Last week Eileen took a break from boatyard purgatory to play a gig at the on-site restaurant. As we were setting up the sound equipment, we saw our friend Ken's catamaran, "Ken-B", being splashed. "Why can't that be us?" Eileen muttered. About an hour later, just as we finished our sound check, we saw "Ken-B" back in the travel lift slings. It was six o'clock, long after the yard workers usually quit for the day. We said simultaneously, "Something must be wrong!"
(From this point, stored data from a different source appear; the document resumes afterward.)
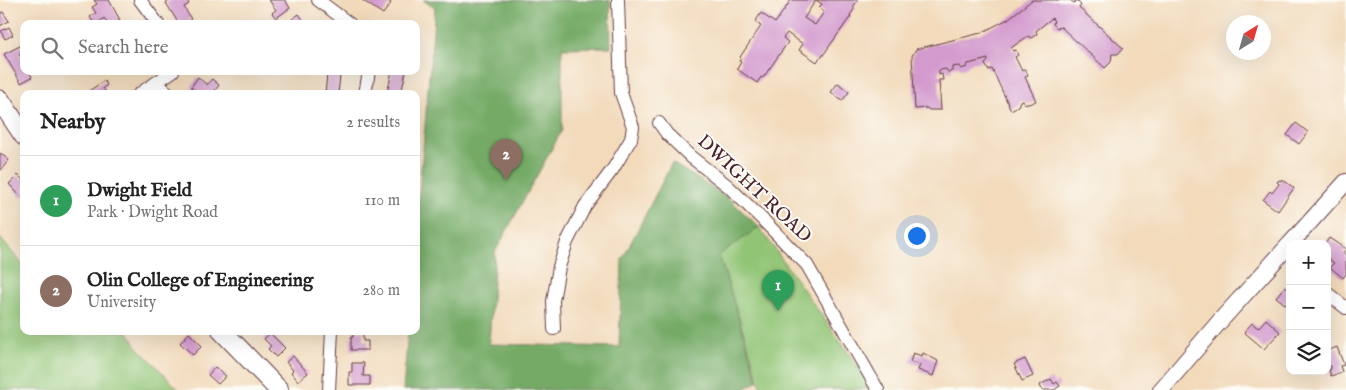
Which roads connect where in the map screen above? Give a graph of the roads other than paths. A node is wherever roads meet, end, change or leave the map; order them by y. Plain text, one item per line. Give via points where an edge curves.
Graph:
1 (140, 0) edge
2 (318, 0) edge
3 (618, 0) edge
4 (155, 20) edge
5 (345, 20) edge
6 (167, 75) edge
7 (368, 75) edge
8 (156, 83) junction
9 (145, 90) edge
10 (164, 90) edge
11 (366, 90) edge
12 (0, 100) edge
13 (659, 123) dead end
14 (20, 130) edge
15 (1346, 182) edge
16 (1296, 240) edge
17 (1286, 251) edge
18 (1331, 296) edge
19 (1346, 308) edge
20 (554, 329) dead end
21 (226, 335) edge
22 (332, 335) edge
23 (279, 390) edge
24 (329, 390) edge
25 (878, 390) edge
26 (1161, 390) edge

1 - 4 street
2 - 5 street
3 - 20 street via 621,93 633,127 631,139 585,206 567,242 553,301
6 - 8 street
7 - 11 street
8 - 9 street
8 - 10 street
12 - 14 main road
13 - 25 street, DWIGHT ROAD via 807,265
15 - 16 main road
17 - 26 main road
18 - 19 street
21 - 23 main road
22 - 24 street

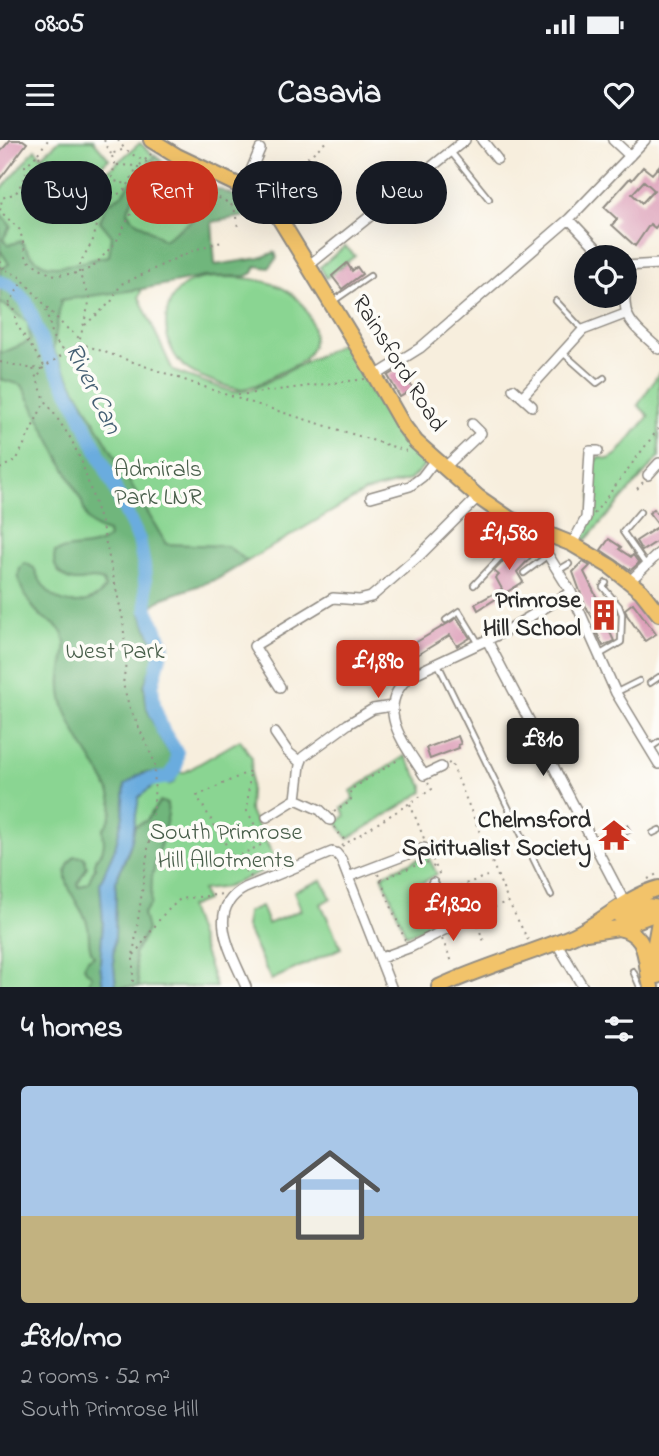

It wasn't until the next morning that we got the story on Ken's aborted launch. He dropped by our boat and said, "Everything was just fine until I realized I was sinking." He told us that he had motored out of the travel lift slip to a dock space about a hundred yards away. After a cursory check of all the through-hull fittings, he had settled into the cockpit to chat with an acquaintance who had dropped by. After half an hour, Ken had gone below to get some refreshments only to discover his cabin sole was awash. What followed was a frantic search for the leak. All the obvious means of water ingress - the through-hulls and shaft log - were okay. With a bright work light, he could just detect a hint of current running through the water in the bilge. Ken stretched his arm "upstream" under the floor boards and, with a bit of blind searching, stuck his finger into a 3/8" hole in his port hull!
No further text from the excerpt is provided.